How is the cash used?

  • Returns about half
    Dividends + buybacks $258M ÷ Owner Earnings $572M
    What this means

    Of $572M Owner Earnings, $258M (45%) went back to shareholders, $90M dividends, $169M buybacks. Net of $96M stock comp, the real buyback was about $72M. Returning most of it is the mark of a mature business with little left to reinvest at a high return; reinvesting most could mean a long runway, or empire-building. The split doesn't say which; the return earned on it (see ROIC) does.

  • Investing or harvesting? 1.04×
    Maintaining
    Capex $234M ÷ depreciation $226M
    What this means

    Descriptive, not a grade. Above ~1× means investing faster than assets wear out (growth, or, sustained for years, today's earnings carrying less depreciation than tomorrow's will). Below means spending less than it's wearing out (efficiency, or a melting asset base). The ratio won't tell you which; the filings will.

Graham’s defensive tests · 1 of 6 met

Graham’s numerical criteria for the defensive investor (The Intelligent Investor, ch. 14), run on the filings. A floor of safety, not a buy signal; many fine modern businesses fail his strictest liquidity rules by design.

  • Adequate size Pass
    Revenue ≥ $2B · $9.8B
    What this means

    Big enough to weather a storm. Graham's 1972 floor was ~$100M of sales (≈ $700M today); we use a $2B revenue line as a conservative modern stand-in.

  • Strong liquidity Miss
    Current ratio ≥ 2× · 1.40×
    What this means

    Current assets at least twice current liabilities, near-term bills covered without touching the business. Strict by design: many cash-rich modern firms run leaner and miss it, holding their cushion in longer-dated securities.

  • Conservative debt Miss
    Debt ≤ working capital · $4.7B vs $888M WC
    What this means

    Graham's rule that borrowings not exceed net current assets. Capital-heavy and buyback-heavy firms routinely fail it, read it next to interest coverage, not alone.

  • Earnings stability Near
    A profit every year (7-yr record) · 1 loss year
    What this means

    Graham wanted earnings in each of the past ten years, the stability a defensive owner leans on.

  • Dividend record Miss
    Uninterrupted dividends · 5 of 7 yrs
    What this means

    An unbroken dividend was Graham's mark of durability.

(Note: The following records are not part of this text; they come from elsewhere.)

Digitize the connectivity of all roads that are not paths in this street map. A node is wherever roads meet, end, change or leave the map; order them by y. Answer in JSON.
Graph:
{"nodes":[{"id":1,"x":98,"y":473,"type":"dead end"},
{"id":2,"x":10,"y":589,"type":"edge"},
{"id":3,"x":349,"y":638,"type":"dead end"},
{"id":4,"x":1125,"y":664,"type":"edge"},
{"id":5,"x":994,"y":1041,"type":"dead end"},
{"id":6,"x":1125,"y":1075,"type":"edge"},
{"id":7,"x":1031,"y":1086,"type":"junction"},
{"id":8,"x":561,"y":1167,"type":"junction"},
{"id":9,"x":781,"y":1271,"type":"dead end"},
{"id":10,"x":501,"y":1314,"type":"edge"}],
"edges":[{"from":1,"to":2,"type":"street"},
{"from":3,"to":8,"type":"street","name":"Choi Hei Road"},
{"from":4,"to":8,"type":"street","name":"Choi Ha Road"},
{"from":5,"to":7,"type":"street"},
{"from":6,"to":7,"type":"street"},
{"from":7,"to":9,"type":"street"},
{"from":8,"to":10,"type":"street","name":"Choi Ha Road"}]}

He wanted twenty years; the filings show about ten, and a single suspension breaks the streak. Non-payers, many fine modern compounders, fall outside his defensive net by design.

  • Earnings growth Miss
    Earnings +33% over the record · −204%
    What this means

    At least a third more earnings than a decade ago, averaging three years at each end. Net income (not per-share), so stock splits don't distort it, buybacks and dilution show up in the share-count line instead.

  • Moderate price
    P/E ≤ 15 and P/E × P/B ≤ 22.5 · decided by the price
    What this means

    Graham's valuation gate, the wall he kept between a sound business and a sound investment. Three-year average earnings are $-3.90/share (latest year $-20.96), the averaged base the calculator's gate runs on, and book value is $44.98/share. Enter a price in “What the price implies” just below for the P/E, P/B, and whether it clears. But this is the rule Buffett outgrew: there's no hard P/E law, and a wonderful business can deserve a far richer multiple if the thesis holds, treat it as the bargain-hunter's floor, not a verdict on the price.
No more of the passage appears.